На залитой солнцем многолюдной лужайке перед Лувром, где они уничтожали багеты с ветчиной между двумя лекциями, привалившись спинами к раскалённому бедру одной из Майолевых Дин Верни, а в широком небе, как в открытом море, сновали белые моторки самолётов, оставляя за собой пенные следы, её друг внезапно с усилием проглотил вставший поперёк горла хлеб и поднял на неё взгляд, полный слёз:
– Думаю, это получилось случайно.
Если бы только было можно разложить кипящий поток лавы жизни на маленькие, понятные, быстро остывающие, не обжигающие частички!
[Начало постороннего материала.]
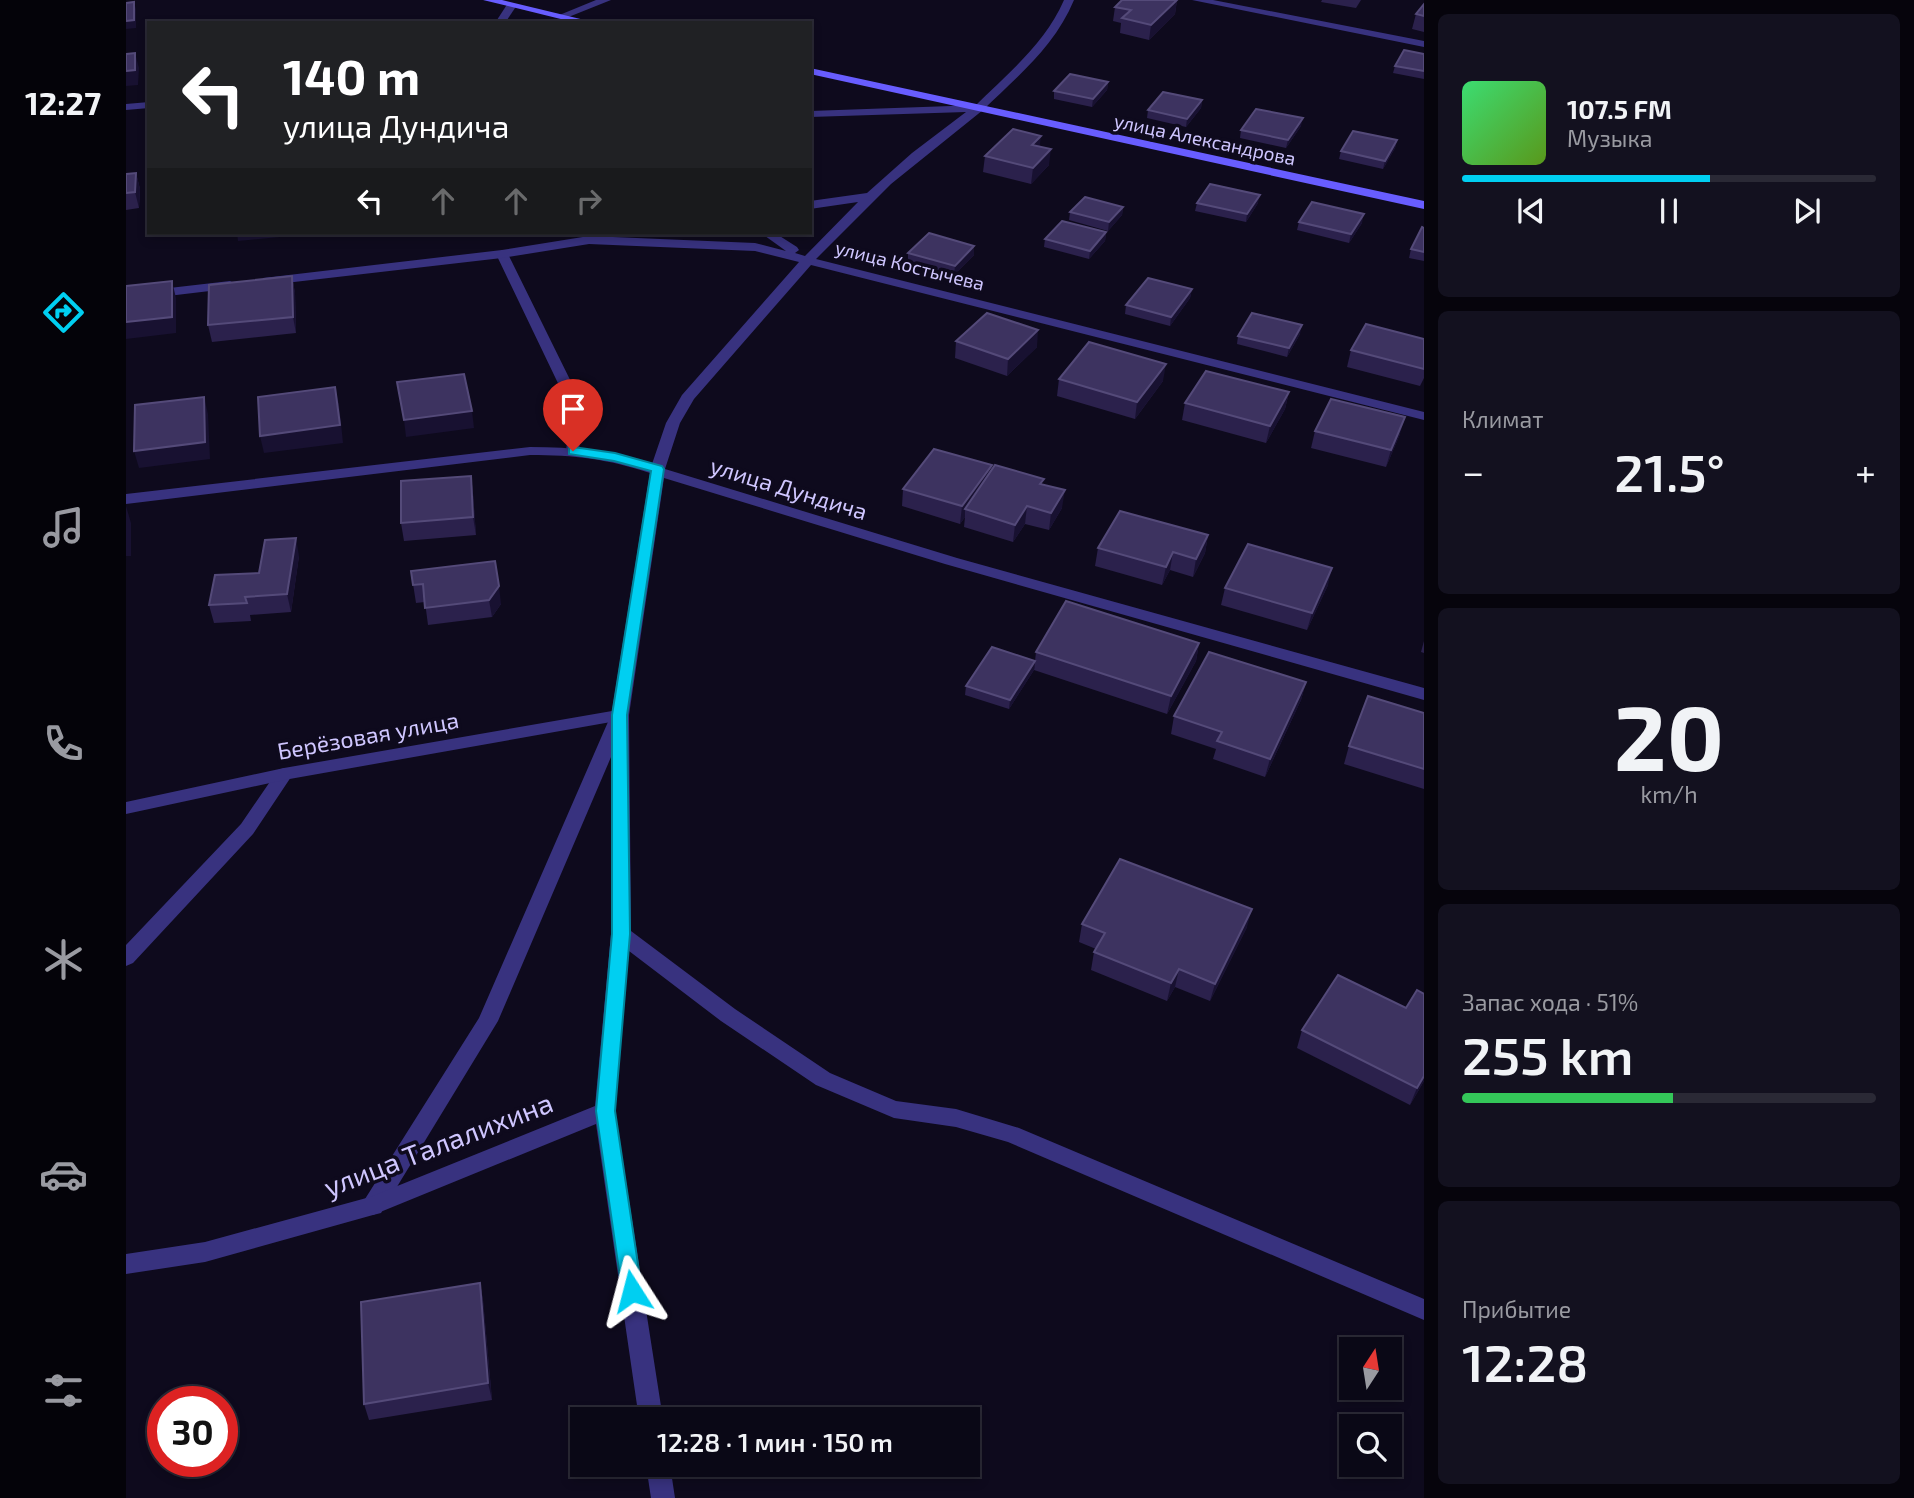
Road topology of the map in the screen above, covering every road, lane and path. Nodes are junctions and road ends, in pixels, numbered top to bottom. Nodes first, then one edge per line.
1 (488, 0) edge
2 (606, 0) edge
3 (1069, 0) edge
4 (1197, 0) edge
5 (512, 5) junction
6 (562, 16) junction
7 (501, 21) edge
8 (583, 21) edge
9 (1424, 44) edge
10 (812, 71) edge
11 (147, 105) edge
12 (126, 107) edge
13 (979, 108) junction
14 (812, 114) edge
15 (872, 195) junction
16 (812, 205) edge
17 (1424, 205) edge
18 (622, 235) edge
19 (770, 235) edge
20 (589, 240) junction
21 (502, 254) junction
22 (808, 259) junction
23 (126, 297) edge
24 (1424, 416) edge
25 (573, 451) junction
26 (658, 469) junction
27 (126, 499) edge
28 (1424, 694) edge
29 (620, 715) junction
30 (284, 774) junction
31 (126, 808) edge
32 (621, 934) junction
33 (126, 958) edge
34 (605, 1111) junction
35 (373, 1206) junction
36 (126, 1264) edge
37 (1424, 1310) edge
38 (649, 1407) edge
39 (660, 1477) edge
40 (663, 1498) edge

1 - 5 street
2 - 6 street
3 - 13 street
4 - 9 street
5 - 6 street
5 - 7 street
6 - 8 street
10 - 13 street, улица Александрова
11 - 12 street
13 - 14 street, улица Александрова
13 - 15 street
13 - 17 street, улица Александрова
15 - 16 street
15 - 22 street
18 - 20 street
19 - 22 street
20 - 21 street, улица Костычева
20 - 22 street, улица Костычева
21 - 23 street, улица Костычева
21 - 25 street
22 - 24 street, улица Костычева
22 - 26 street
25 - 26 street, улица Дундича
25 - 27 street, улица Дундича
26 - 28 street, улица Дундича
26 - 29 street
29 - 30 street, Берёзовая улица
29 - 32 street
29 - 35 street
30 - 31 street, Берёзовая улица
30 - 33 street
32 - 34 street
32 - 37 street
34 - 35 street, улица Талалихина
34 - 38 street
35 - 36 street, улица Талалихина
39 - 40 street

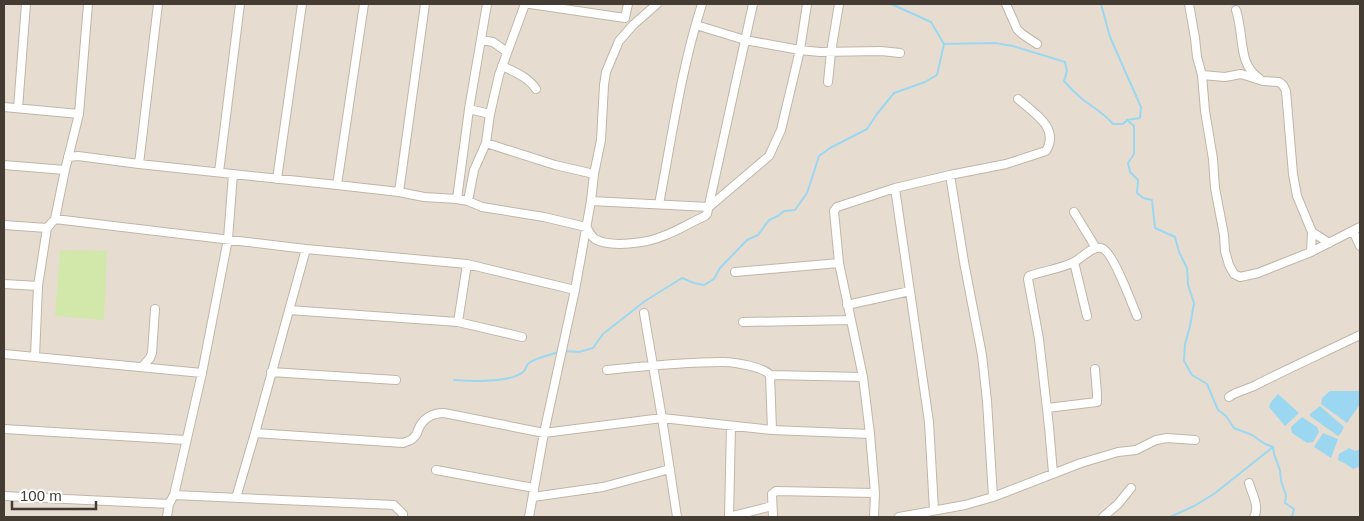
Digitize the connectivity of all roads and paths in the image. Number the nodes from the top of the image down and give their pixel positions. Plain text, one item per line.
1 (26, 4) edge
2 (88, 4) edge
3 (158, 4) edge
4 (240, 4) edge
5 (302, 4) edge
6 (364, 4) edge
7 (425, 4) edge
8 (487, 4) edge
9 (525, 4) edge
10 (534, 4) edge
11 (628, 4) edge
12 (657, 4) edge
13 (702, 4) edge
14 (752, 4) edge
15 (807, 4) edge
16 (839, 4) edge
17 (1006, 4) edge
18 (1189, 4) edge
19 (1236, 10) dead end
20 (696, 25) junction
21 (481, 40) junction
22 (744, 40) junction
23 (1037, 44) dead end
24 (800, 50) junction
25 (508, 52) junction
26 (830, 52) junction
27 (900, 53) dead end
28 (502, 66) junction
29 (1202, 75) junction
30 (1263, 81) junction
31 (828, 82) dead end
32 (536, 90) dead end
33 (1018, 99) dead end
34 (4, 107) edge
35 (18, 108) junction
36 (469, 109) junction
37 (79, 114) junction
38 (490, 114) junction
39 (486, 143) junction
40 (68, 157) junction
41 (139, 164) junction
42 (4, 165) edge
43 (65, 170) junction
44 (219, 172) junction
45 (233, 174) junction
46 (594, 174) junction
47 (950, 175) junction
48 (277, 178) junction
49 (337, 185) junction
50 (894, 188) junction
51 (400, 192) junction
52 (458, 199) junction
53 (468, 201) junction
54 (591, 201) junction
55 (659, 204) junction
56 (709, 207) junction
57 (1074, 212) dead end
58 (54, 220) junction
59 (4, 225) edge
60 (586, 226) junction
61 (47, 228) junction
62 (1357, 229) edge
63 (1312, 232) junction
64 (228, 239) junction
65 (1329, 244) junction
66 (1360, 246) edge
67 (1096, 248) junction
68 (306, 249) junction
69 (1311, 252) junction
70 (1074, 262) junction
71 (839, 263) junction
72 (467, 264) junction
73 (735, 272) dead end
74 (4, 284) edge
75 (38, 286) junction
76 (575, 290) junction
77 (910, 290) junction
78 (847, 305) junction
79 (156, 309) dead end
80 (289, 310) junction
81 (644, 313) dead end
82 (1086, 316) dead end
83 (1137, 316) dead end
84 (850, 320) junction
85 (458, 322) junction
86 (743, 322) dead end
87 (1360, 335) edge
88 (522, 337) dead end
89 (4, 354) edge
90 (35, 357) junction
91 (653, 366) junction
92 (142, 367) junction
93 (1094, 369) dead end
94 (607, 370) dead end
95 (271, 372) junction
96 (202, 373) junction
97 (770, 376) junction
98 (863, 377) junction
99 (396, 380) dead end
100 (1229, 396) dead end
101 (1047, 408) junction
102 (662, 418) junction
103 (731, 426) junction
104 (4, 429) edge
105 (772, 430) junction
106 (256, 432) junction
107 (544, 433) junction
108 (870, 434) junction
109 (186, 440) junction
110 (1195, 440) dead end
111 (670, 469) junction
112 (436, 470) dead end
113 (1053, 473) junction
114 (1249, 483) dead end
115 (534, 488) junction
116 (1131, 488) dead end
117 (875, 493) junction
118 (174, 495) junction
119 (4, 496) edge
120 (533, 497) junction
121 (993, 497) junction
122 (236, 498) junction
123 (169, 504) junction
124 (772, 506) junction
125 (934, 510) junction
126 (167, 517) edge
127 (403, 517) edge
128 (529, 517) edge
129 (677, 517) edge
130 (729, 517) edge
131 (773, 517) edge
132 (874, 517) edge
133 (899, 517) edge
134 (1103, 517) edge
135 (1254, 517) edge

1 - 35 street
2 - 37 street
3 - 41 street
4 - 44 street
5 - 48 street
6 - 49 street
7 - 51 street
8 - 21 street
9 - 25 street
10 - 11 street
12 - 46 street
13 - 20 street
14 - 22 street
15 - 24 street
16 - 26 street
17 - 23 street
18 - 29 street
19 - 30 street
20 - 22 street
20 - 55 street
21 - 25 street
21 - 36 street
22 - 24 street
22 - 56 street
24 - 26 street
24 - 56 street
25 - 28 street
26 - 27 street
26 - 31 street
28 - 32 street
28 - 38 street
29 - 30 street
29 - 69 street
30 - 63 street
33 - 47 street
34 - 35 street
35 - 37 street
36 - 38 street
36 - 52 street
37 - 40 street
38 - 39 street
39 - 46 street
39 - 53 street
40 - 41 street
40 - 43 street
41 - 44 street
42 - 43 street
43 - 58 street
44 - 45 street
45 - 48 street
45 - 64 street
46 - 54 street
47 - 50 street
47 - 121 street
48 - 49 street
49 - 51 street
50 - 71 street
50 - 77 street
51 - 52 street
52 - 53 street
53 - 60 street
54 - 55 street
54 - 60 street
55 - 56 street
56 - 60 street
57 - 67 street
58 - 61 street
58 - 64 street
59 - 61 street
60 - 76 street
61 - 75 street
62 - 65 street
62 - 66 street
63 - 65 street
63 - 69 street
64 - 68 street
64 - 96 street
65 - 69 street
67 - 70 street
67 - 83 street
68 - 72 street
68 - 80 street
70 - 82 street
70 - 101 street
71 - 73 street
71 - 78 street
72 - 76 street
72 - 85 street
74 - 75 street
75 - 90 street
76 - 107 street
77 - 78 street
77 - 125 street
78 - 84 street
79 - 92 street
80 - 85 street
80 - 95 street
81 - 91 street
84 - 86 street
84 - 98 street
85 - 88 street
87 - 100 street
89 - 90 street
90 - 92 street
91 - 94 street
91 - 97 street
91 - 102 street
92 - 96 street
93 - 101 street
95 - 99 street
95 - 106 street
96 - 109 street
97 - 98 street
97 - 105 street
98 - 108 street
101 - 113 street
102 - 103 street
102 - 107 street
102 - 111 street
103 - 105 street
103 - 130 street
104 - 109 street
105 - 108 street
106 - 107 street
106 - 122 street
107 - 115 street
108 - 117 street
109 - 118 street
110 - 113 street
111 - 120 street
111 - 129 street
112 - 115 street
113 - 121 street
114 - 135 street
115 - 120 street
116 - 134 street
117 - 124 street
117 - 132 street
118 - 122 street
118 - 123 street
119 - 123 street
120 - 128 street
121 - 125 street
122 - 127 street
123 - 126 street
124 - 130 street
124 - 131 street
125 - 133 street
Он, конечно, не знал, как называется поверхность шара изнутри, и не смог бы внятно объяснить свой умственный трепет перед одновременностью всего, беспрерывно происходящего в мире, и потому знал одно: огромную, вот эту всецелую реальность ни в коем случае нельзя даже пробовать воспринимать в её одновременности! Ни в коем случае, ни при каких обстоятельствах, никому.